Interviews are uncomfortable. They’re the adult equivalent to taking a test in school.

Today, there are two kinds of interviews: in-person and via video. While there is no contact in a video, almost everything else is the same. 

Here are some simple, basic rules for surviving the interview process.

First, what’s the process? Depending on your level in the company and the structure of the organization, you might have only one interview or you might end up doing several. At a certain level, your final interview might be in front of a panel of interviewers. 

Each interview should be the same and you should give the same basic answers. While there’s always more you can say, don’t change your answers unless you have a good reason. If you do change an answer, acknowledge that you thought more about it. Someone is taking notes and when they compare answers, they might decide you’re just saying what you think the interviewer wants to hear.

Prepare – Do your homework on the person you’re meeting, the people you’re likely to be working for, and the company. You don’t want to show up at an interview asking questions about what the company is going to do next or how the company’s stock is doing. It’s all about being the smartest person in the room. You do that by preparing.

Culture – Study what you can about the company’s culture. They often put information on their website about who they are and what they are trying to do. If you have a sense of what the culture is or what they’re going for, you can show that you’ve taken the time to know them.

Positives – Focus on your best qualities. You don’t have to say them repeatedly but be prepared to answer their questions with how you can make the company stronger or get the job done. Be assertive, but don’t brag. 

Dress well – Even if it’s a video interview, dress for the job. Treat every interview like it might be your last. If you’re lucky, it is. Find the right company with the right advancement opportunities and the right salary, and you won’t need to interview for another job, ever.

Study questions – Look for the usual questions in your industry. For example, in retail, you’ll be asked about the most difficult customer you’ve ever had and how you handled them. If you’re a computer programmer, you’ll probably be asked to do some coding or solve a coding problem. If it’s a video interview, you can have notes somewhere easy to see so you can answer the questions easily.

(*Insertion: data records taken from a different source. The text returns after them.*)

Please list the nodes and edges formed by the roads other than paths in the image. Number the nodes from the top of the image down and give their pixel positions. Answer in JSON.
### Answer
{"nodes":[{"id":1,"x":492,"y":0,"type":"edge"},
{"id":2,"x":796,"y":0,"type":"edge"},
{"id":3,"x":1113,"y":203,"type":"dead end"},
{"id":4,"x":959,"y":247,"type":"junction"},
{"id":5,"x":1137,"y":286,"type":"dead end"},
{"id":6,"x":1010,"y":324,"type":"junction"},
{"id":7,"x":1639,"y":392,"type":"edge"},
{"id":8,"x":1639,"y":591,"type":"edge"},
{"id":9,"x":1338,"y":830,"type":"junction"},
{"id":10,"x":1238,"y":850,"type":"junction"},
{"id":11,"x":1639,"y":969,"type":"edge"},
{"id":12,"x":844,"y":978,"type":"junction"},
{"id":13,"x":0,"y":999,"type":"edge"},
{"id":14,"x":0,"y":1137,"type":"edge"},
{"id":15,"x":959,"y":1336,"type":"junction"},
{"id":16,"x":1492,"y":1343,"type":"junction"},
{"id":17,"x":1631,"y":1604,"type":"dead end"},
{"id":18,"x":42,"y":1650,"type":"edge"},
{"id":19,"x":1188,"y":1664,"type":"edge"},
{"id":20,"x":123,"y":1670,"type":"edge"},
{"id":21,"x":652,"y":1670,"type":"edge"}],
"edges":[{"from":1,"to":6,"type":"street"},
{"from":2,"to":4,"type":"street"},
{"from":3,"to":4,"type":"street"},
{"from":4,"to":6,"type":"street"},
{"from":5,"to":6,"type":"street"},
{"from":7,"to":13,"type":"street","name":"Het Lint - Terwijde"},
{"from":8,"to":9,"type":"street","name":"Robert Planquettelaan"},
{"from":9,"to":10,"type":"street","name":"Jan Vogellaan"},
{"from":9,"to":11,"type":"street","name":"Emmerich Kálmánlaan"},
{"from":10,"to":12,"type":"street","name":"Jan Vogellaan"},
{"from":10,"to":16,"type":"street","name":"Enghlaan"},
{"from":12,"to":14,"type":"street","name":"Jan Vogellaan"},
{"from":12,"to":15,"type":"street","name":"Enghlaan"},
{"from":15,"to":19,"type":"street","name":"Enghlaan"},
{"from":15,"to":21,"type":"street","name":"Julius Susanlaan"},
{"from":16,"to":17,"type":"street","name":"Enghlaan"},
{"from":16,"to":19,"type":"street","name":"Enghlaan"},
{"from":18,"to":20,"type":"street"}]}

Practice – Get family and friends to interview you. Old college classmates are a wonderful place to go for tough questions. You can also stop by the local college career center for some practice. Even if it’s just you, practice answering the questions you might be asked. Answer them aloud, even if you’re sitting by yourself. 

Body language – Study body language, at least briefly. Understand what things like crossing your arms, steepling your fingers, or a look to the side mean to someone who’s studied body language. If you’re interviewing with a recruiter or an HR specialist, there’s a good chance they’ve studied it as well. Know some basics so you don’t give the wrong signals without knowing it.

Acing an interview takes a little practice and a little study. All you have to do is care enough about it to do it right and you’ll get the job. Remember, you’re there because they already think you have the skills. The interview is about personality and attitude.